Non-Places: Introduction to an Anthropology of Supermodernity


Marc Augé - 1992
    This invasion of the world by what Marc Auge calls ‘non-space’ results in a profound alteration of awareness: something we perceive, but only in a partial and incoherent manner. Auge uses the concept of ‘supermodernity’ to describe the logic of these late-capitalist phenomena—a logic of excessive information and excessive space. In this fascinating and lucid essay he seeks to establish and intellectual armature for an anthropology of supermodernity.
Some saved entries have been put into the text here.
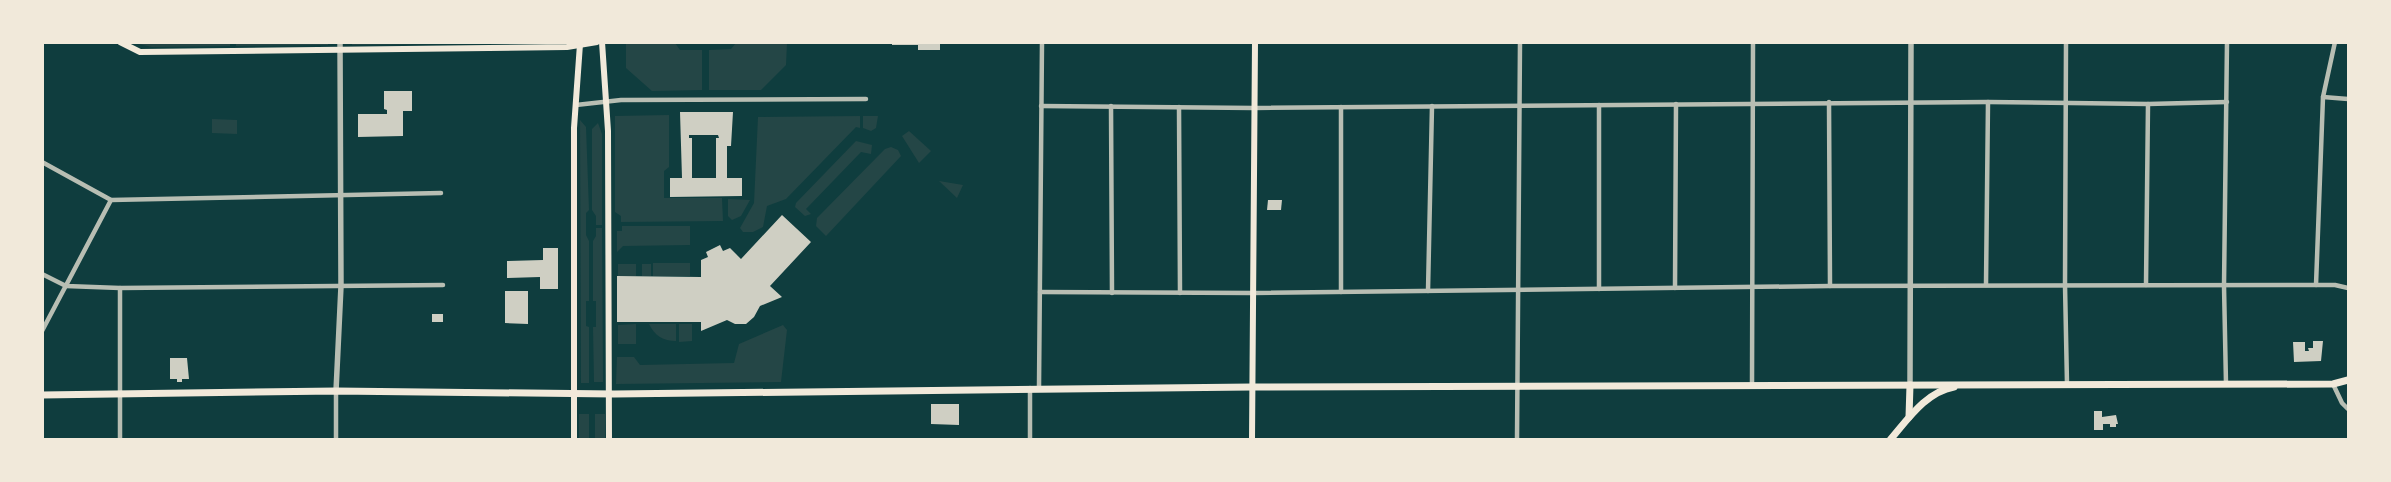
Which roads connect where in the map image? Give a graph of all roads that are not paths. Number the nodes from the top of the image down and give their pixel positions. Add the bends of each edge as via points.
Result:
1 (120, 42) edge
2 (597, 42) edge
3 (602, 42) edge
4 (1042, 42) edge
5 (1255, 42) edge
6 (1520, 42) edge
7 (1753, 42) edge
8 (1910, 42) edge
9 (2066, 42) edge
10 (2227, 42) edge
11 (2334, 42) edge
12 (580, 44) edge
13 (340, 46) edge
14 (2323, 97) junction
15 (866, 99) dead end
16 (2348, 99) edge
17 (605, 102) junction
18 (1829, 102) junction
19 (1988, 102) junction
20 (2066, 102) junction
21 (2227, 102) junction
22 (1754, 103) junction
23 (1676, 104) junction
24 (1910, 104) junction
25 (2148, 104) junction
26 (576, 105) junction
27 (1599, 105) junction
28 (1041, 106) junction
29 (1111, 106) junction
30 (1432, 106) junction
31 (1519, 106) junction
32 (1178, 107) junction
33 (1341, 107) junction
34 (1254, 108) junction
35 (42, 162) edge
36 (441, 193) dead end
37 (340, 195) junction
38 (111, 200) junction
39 (42, 274) edge
40 (443, 285) dead end
41 (1986, 285) junction
42 (2065, 285) junction
43 (2146, 285) junction
44 (2316, 285) junction
45 (66, 286) junction
46 (341, 286) junction
47 (1830, 286) junction
48 (2224, 286) junction
49 (1753, 287) junction
50 (1909, 287) junction
51 (120, 288) junction
52 (1675, 288) junction
53 (2348, 288) edge
54 (1599, 289) junction
55 (1519, 290) junction
56 (1428, 291) junction
57 (1040, 292) junction
58 (1341, 292) junction
59 (1112, 293) junction
60 (1180, 293) junction
61 (1253, 294) junction
62 (42, 331) edge
63 (2348, 380) edge
64 (1969, 384) junction
65 (2067, 384) junction
66 (2226, 384) junction
67 (2333, 384) junction
68 (1517, 385) junction
69 (1910, 385) junction
70 (1752, 386) junction
71 (1252, 387) junction
72 (1030, 388) junction
73 (1039, 388) junction
74 (336, 391) junction
75 (574, 393) junction
76 (608, 394) junction
77 (42, 395) edge
78 (120, 395) junction
79 (2348, 409) edge
80 (1908, 418) junction
81 (120, 440) edge
82 (336, 440) edge
83 (574, 440) edge
84 (609, 440) edge
85 (1030, 440) edge
86 (1252, 440) edge
87 (1517, 440) edge
88 (1890, 440) edge

1 - 13 main road via 140,52
2 - 12 main road
3 - 17 main road
4 - 28 street
5 - 34 main road
6 - 31 street
7 - 22 street
8 - 24 street
9 - 20 street
10 - 21 street
11 - 14 street
12 - 13 main road
12 - 26 main road
13 - 37 street
14 - 16 street
14 - 44 street
15 - 17 street
17 - 26 street
17 - 76 main road via 608,131
18 - 22 street
18 - 24 street
18 - 47 street
19 - 20 street
19 - 24 street
19 - 41 street
20 - 25 street
20 - 42 street
21 - 25 street
21 - 48 street
22 - 23 street
22 - 49 street
23 - 27 street
23 - 52 street
24 - 50 street
25 - 43 street
26 - 75 main road
27 - 31 street
27 - 54 street
28 - 29 street
28 - 57 street
29 - 32 street
29 - 59 street
30 - 31 street
30 - 33 street
30 - 56 street
31 - 55 street
32 - 34 street
32 - 60 street
33 - 34 street
33 - 58 street
34 - 61 main road
35 - 38 street
36 - 37 street
37 - 38 street
37 - 46 street
38 - 45 street
39 - 45 street
40 - 46 street
41 - 42 street
41 - 50 street
42 - 43 street
42 - 65 street
43 - 48 street
44 - 48 street
44 - 53 street via 2335,284
45 - 51 street
45 - 62 street
46 - 51 street
46 - 74 street
47 - 49 street
47 - 50 street
48 - 66 street
49 - 52 street
49 - 70 street
50 - 69 street
51 - 78 street
52 - 54 street
54 - 55 street
55 - 56 street
55 - 68 street
56 - 58 street
57 - 59 street
57 - 73 street
58 - 61 street
59 - 60 street
60 - 61 street
61 - 71 main road
63 - 67 main road
64 - 65 main road
64 - 69 main road
64 - 80 main road via 1937,392
65 - 66 main road
66 - 67 main road
67 - 79 street
68 - 70 main road
68 - 71 main road
68 - 87 street
69 - 70 main road
69 - 80 main road
71 - 73 main road
71 - 86 main road
72 - 73 main road
72 - 76 main road
72 - 85 street
74 - 75 main road
74 - 78 main road
74 - 82 street
75 - 76 main road
75 - 83 main road
76 - 84 main road
77 - 78 main road
78 - 81 street
80 - 88 main road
Starting with an attempt to disentangle anthropology from history, Auge goes on to map the distinction between place, encrusted with historical monuments and creative social life, and non-place, to which individuals are connected in a uniform manner and where no organic social life is possible.Unlike Baudelairean modernity, where old and new are interwoven, supermodernity is self-contained: from the motorway or aircraft, local or exotic particularities are presented two-dimensionally as a sort of theme-park spectacle. Auge does not suggest that supermodernity is all-encompassing: place still exist outside non-place and tend to reconstitute themselves inside it. But he argues powerfully that we are in transit through non-place for more and more of our time, as if between immense parentheses, and concludes that this new form of solitude should become the subject of an anthropology of its own.